What the task requires ▸ Look through the records below and collect all lines that hold the string "Highview".

Supplied data ▸
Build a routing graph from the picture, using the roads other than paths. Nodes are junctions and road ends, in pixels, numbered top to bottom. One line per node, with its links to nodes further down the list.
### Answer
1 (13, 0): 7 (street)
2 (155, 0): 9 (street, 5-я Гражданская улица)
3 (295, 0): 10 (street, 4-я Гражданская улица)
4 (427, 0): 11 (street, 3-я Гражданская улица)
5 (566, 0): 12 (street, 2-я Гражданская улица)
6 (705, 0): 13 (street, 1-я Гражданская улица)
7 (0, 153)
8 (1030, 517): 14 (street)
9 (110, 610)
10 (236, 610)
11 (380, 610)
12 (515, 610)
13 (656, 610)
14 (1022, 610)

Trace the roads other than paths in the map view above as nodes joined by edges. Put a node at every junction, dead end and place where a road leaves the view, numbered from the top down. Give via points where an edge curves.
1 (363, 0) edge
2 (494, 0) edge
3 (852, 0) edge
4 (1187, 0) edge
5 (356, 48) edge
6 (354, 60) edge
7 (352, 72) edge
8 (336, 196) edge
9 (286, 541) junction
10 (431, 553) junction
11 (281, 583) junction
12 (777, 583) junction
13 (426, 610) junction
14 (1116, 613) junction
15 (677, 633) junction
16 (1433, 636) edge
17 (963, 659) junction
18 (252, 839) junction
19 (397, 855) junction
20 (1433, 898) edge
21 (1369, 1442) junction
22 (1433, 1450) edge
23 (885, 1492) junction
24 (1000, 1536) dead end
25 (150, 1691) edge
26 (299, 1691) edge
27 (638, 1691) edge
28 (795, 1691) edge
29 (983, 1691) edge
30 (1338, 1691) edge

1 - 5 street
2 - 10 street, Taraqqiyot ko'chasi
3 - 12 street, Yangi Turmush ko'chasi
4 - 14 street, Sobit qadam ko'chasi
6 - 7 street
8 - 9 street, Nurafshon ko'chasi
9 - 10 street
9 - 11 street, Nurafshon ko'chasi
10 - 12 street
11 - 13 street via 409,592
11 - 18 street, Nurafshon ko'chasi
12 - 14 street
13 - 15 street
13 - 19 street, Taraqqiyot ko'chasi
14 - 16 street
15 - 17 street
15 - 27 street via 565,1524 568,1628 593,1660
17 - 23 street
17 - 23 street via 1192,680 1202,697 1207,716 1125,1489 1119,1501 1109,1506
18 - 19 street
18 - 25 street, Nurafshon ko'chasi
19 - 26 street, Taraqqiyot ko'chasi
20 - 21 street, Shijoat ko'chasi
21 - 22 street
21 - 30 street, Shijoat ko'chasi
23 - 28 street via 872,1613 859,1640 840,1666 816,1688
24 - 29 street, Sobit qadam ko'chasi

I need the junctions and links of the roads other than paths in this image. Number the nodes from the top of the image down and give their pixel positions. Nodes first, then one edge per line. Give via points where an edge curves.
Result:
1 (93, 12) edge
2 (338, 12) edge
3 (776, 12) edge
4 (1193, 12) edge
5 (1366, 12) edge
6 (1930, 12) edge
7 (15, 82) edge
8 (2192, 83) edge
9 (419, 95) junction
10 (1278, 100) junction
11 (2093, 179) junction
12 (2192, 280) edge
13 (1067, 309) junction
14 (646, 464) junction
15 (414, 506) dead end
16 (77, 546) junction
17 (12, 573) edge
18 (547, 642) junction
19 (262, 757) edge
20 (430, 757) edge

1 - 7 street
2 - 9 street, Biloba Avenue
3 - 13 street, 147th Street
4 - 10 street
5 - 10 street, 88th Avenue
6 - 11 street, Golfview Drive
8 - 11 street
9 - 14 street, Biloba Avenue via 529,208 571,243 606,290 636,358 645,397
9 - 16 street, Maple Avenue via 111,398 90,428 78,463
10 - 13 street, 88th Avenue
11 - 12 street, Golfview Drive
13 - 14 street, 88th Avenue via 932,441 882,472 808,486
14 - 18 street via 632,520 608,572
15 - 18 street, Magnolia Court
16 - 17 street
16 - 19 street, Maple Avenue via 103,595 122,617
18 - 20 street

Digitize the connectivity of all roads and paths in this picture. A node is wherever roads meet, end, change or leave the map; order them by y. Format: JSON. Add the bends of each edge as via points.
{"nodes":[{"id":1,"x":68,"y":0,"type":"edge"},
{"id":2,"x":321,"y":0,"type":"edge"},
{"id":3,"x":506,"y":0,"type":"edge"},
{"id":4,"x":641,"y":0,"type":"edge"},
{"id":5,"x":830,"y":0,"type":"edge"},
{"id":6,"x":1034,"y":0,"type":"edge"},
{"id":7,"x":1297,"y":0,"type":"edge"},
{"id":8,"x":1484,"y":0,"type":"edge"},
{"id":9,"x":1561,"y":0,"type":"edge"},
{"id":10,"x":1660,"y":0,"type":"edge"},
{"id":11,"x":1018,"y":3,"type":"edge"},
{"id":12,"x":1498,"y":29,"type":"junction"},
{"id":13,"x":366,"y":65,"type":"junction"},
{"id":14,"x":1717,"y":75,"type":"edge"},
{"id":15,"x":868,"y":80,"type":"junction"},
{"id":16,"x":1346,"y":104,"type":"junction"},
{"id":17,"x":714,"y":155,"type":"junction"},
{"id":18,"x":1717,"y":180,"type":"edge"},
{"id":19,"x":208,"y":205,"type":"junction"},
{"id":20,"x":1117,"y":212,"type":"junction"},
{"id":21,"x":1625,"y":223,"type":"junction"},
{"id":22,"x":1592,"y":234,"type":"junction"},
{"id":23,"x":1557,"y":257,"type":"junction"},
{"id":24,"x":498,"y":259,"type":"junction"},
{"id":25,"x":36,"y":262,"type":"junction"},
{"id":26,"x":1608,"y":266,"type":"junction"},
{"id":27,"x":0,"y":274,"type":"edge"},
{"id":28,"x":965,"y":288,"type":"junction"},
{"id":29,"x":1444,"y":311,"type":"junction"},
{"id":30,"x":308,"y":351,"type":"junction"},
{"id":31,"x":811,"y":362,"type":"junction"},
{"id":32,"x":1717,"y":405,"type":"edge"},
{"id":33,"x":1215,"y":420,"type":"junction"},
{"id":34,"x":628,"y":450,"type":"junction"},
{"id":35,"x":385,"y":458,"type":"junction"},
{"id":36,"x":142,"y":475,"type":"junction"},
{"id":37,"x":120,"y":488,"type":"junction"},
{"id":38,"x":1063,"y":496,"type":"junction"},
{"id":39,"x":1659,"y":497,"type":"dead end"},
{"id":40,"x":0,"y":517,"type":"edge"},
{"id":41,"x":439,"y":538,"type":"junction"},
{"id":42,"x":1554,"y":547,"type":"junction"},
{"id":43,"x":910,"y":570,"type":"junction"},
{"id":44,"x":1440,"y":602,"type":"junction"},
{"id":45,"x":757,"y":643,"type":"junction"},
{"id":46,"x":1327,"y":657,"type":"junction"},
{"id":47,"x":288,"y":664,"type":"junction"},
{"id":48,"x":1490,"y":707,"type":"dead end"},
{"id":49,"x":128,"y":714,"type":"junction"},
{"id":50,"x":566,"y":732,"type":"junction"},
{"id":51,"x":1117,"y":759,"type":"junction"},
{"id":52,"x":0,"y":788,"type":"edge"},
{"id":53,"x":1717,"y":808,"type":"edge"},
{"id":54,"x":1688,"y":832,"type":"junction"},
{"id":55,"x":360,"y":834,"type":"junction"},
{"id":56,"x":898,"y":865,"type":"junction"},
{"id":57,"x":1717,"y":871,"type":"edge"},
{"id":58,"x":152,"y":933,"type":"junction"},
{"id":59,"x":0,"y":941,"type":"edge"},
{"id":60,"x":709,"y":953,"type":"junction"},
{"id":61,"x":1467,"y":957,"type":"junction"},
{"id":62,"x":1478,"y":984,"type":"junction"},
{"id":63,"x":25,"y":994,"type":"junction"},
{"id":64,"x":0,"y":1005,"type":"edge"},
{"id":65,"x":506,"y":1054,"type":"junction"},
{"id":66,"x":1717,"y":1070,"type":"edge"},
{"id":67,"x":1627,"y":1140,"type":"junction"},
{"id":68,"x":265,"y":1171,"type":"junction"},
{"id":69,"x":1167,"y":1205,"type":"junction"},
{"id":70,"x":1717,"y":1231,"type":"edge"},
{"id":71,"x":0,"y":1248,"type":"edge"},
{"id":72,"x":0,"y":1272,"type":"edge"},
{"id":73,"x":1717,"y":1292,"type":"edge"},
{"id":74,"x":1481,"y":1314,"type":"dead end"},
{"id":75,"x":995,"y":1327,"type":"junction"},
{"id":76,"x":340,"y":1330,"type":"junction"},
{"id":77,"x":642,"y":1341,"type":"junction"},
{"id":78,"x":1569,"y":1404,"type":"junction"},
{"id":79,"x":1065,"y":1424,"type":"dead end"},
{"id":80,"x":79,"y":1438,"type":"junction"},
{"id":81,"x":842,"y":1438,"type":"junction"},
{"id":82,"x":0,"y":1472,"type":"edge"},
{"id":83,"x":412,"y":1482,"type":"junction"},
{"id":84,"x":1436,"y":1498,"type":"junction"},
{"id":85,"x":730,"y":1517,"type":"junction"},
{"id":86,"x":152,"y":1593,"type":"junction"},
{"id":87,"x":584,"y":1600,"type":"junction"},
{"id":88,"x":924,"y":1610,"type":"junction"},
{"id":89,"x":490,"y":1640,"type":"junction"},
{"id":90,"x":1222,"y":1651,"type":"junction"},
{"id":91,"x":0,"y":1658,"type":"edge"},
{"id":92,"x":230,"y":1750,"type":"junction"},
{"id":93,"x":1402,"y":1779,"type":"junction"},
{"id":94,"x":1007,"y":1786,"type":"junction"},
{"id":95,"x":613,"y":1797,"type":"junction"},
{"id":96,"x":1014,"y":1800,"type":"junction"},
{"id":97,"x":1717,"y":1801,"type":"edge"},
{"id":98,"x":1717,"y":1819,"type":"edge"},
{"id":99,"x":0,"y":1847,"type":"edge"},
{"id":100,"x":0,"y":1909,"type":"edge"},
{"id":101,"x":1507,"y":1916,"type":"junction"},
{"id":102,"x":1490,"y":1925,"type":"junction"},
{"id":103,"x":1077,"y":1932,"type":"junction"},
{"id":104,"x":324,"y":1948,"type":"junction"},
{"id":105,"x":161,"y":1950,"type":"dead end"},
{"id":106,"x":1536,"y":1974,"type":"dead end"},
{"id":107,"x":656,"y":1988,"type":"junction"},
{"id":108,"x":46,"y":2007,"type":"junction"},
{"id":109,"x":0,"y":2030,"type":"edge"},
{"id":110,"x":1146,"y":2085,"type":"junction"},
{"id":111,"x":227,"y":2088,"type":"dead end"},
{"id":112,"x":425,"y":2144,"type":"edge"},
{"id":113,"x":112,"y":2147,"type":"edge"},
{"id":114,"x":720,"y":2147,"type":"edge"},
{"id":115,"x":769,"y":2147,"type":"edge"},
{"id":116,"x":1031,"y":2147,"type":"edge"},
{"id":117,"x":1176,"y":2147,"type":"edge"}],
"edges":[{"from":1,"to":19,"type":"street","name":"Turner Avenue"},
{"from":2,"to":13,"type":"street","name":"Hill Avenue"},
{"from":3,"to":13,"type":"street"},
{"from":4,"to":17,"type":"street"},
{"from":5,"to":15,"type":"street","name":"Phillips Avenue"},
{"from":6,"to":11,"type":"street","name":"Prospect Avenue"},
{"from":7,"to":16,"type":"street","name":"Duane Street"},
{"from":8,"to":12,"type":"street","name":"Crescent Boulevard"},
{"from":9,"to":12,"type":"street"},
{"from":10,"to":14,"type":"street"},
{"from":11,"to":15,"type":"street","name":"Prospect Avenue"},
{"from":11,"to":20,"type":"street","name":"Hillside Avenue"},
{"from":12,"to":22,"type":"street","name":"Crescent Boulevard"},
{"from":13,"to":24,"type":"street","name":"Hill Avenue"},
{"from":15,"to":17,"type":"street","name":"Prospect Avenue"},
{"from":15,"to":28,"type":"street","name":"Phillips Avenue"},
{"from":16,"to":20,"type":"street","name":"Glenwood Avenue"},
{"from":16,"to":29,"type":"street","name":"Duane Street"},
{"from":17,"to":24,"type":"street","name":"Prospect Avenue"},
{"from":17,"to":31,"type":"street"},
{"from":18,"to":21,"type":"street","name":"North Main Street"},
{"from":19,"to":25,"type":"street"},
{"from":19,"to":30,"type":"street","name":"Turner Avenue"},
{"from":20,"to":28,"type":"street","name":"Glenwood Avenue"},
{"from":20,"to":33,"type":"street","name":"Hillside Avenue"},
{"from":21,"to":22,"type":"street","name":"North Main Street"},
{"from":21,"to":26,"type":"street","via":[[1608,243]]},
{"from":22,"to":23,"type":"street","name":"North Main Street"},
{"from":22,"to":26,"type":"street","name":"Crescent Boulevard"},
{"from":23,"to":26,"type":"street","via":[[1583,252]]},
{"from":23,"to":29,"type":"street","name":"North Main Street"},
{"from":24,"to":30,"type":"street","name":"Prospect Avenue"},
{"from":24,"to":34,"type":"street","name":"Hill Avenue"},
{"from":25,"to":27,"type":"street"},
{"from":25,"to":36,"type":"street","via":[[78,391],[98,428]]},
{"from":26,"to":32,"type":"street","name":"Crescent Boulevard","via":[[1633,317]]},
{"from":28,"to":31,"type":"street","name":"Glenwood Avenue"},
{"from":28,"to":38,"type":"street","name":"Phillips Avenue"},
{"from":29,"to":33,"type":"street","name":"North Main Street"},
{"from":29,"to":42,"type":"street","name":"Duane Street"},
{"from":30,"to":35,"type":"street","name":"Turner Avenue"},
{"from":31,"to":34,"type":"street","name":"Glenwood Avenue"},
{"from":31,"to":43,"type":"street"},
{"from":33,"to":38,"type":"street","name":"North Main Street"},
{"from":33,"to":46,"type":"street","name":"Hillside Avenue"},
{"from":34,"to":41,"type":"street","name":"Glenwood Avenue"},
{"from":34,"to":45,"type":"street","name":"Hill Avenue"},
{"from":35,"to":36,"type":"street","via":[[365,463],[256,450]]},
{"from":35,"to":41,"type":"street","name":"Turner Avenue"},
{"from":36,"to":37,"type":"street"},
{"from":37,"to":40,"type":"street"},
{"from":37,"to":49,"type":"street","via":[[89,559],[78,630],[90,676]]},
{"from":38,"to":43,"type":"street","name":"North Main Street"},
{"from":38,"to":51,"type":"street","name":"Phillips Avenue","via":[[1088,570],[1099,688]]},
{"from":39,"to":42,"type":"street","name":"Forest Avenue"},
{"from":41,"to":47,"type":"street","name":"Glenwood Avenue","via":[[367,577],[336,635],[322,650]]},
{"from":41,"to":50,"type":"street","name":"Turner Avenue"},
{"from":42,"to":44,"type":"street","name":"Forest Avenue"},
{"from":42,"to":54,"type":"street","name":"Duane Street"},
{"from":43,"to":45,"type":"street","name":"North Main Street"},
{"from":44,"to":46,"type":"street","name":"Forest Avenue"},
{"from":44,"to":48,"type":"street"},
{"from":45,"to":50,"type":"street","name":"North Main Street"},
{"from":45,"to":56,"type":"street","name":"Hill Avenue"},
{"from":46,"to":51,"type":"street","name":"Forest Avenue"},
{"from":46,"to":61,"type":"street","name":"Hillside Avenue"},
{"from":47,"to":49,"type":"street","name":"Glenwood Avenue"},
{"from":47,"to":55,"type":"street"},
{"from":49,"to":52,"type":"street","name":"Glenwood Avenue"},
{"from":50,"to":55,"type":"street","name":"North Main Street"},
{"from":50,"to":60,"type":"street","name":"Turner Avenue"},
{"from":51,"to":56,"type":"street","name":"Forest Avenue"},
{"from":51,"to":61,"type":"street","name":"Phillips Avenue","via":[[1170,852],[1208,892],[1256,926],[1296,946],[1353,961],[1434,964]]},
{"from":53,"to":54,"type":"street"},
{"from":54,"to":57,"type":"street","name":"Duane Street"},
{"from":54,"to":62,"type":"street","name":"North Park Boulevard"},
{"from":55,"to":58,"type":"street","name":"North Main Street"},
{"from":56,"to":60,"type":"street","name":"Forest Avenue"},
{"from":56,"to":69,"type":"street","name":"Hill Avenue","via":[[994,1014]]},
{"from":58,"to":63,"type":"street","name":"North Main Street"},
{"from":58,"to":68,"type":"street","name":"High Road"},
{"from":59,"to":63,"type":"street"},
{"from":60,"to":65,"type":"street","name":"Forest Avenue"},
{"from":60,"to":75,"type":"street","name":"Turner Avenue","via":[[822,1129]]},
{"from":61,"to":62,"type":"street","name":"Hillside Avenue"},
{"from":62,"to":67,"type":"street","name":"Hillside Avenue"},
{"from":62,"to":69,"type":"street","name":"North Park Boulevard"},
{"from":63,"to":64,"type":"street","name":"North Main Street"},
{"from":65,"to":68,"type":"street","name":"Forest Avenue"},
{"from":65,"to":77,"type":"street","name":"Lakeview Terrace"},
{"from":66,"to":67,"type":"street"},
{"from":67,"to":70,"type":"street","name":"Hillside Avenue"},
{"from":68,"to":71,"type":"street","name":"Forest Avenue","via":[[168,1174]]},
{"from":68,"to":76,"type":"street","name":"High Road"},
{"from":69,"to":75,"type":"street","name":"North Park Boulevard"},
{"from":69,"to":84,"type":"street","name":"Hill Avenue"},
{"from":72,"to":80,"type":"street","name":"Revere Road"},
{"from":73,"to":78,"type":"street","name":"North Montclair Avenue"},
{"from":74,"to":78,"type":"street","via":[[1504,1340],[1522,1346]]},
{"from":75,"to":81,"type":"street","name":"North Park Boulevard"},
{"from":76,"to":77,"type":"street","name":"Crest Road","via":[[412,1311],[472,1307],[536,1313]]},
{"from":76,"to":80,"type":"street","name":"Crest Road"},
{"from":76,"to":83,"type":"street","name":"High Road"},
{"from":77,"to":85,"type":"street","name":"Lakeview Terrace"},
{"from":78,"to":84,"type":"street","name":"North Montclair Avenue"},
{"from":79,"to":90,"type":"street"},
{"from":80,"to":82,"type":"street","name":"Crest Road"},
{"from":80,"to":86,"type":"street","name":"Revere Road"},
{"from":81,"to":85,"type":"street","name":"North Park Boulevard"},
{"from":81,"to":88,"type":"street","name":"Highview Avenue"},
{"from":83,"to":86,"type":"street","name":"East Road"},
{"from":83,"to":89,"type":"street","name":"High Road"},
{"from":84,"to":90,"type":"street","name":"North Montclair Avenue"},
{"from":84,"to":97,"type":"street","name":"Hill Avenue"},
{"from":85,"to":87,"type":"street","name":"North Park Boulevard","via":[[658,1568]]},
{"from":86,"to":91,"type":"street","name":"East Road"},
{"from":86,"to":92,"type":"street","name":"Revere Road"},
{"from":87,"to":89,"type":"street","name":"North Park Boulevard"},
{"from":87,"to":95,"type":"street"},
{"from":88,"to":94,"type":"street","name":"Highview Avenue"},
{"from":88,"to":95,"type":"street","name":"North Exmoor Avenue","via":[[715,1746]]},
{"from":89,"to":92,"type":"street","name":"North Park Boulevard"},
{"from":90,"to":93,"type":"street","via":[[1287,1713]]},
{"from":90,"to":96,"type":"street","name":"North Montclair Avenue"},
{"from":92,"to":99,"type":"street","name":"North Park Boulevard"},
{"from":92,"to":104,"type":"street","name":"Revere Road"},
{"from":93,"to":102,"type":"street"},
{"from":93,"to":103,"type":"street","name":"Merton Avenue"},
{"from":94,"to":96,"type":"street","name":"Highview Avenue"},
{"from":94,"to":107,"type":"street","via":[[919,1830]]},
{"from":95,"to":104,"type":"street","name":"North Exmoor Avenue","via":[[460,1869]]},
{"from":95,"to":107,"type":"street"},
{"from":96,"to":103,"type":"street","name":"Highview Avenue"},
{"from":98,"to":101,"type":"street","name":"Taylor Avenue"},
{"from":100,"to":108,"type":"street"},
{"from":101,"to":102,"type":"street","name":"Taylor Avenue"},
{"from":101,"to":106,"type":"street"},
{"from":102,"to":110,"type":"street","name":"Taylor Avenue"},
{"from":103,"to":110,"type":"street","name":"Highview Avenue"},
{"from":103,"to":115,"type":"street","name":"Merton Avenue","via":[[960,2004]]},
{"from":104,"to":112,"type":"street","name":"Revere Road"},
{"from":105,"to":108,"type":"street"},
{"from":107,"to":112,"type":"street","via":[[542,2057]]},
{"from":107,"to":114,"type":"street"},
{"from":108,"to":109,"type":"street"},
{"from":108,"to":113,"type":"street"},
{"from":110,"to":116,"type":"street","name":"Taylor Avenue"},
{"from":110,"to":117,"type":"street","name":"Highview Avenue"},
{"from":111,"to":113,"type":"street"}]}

Solution for this problem ▸
{"from":81,"to":88,"type":"street","name":"Highview Avenue"},
{"from":88,"to":94,"type":"street","name":"Highview Avenue"},
{"from":94,"to":96,"type":"street","name":"Highview Avenue"},
{"from":96,"to":103,"type":"street","name":"Highview Avenue"},
{"from":103,"to":110,"type":"street","name":"Highview Avenue"},
{"from":110,"to":117,"type":"street","name":"Highview Avenue"},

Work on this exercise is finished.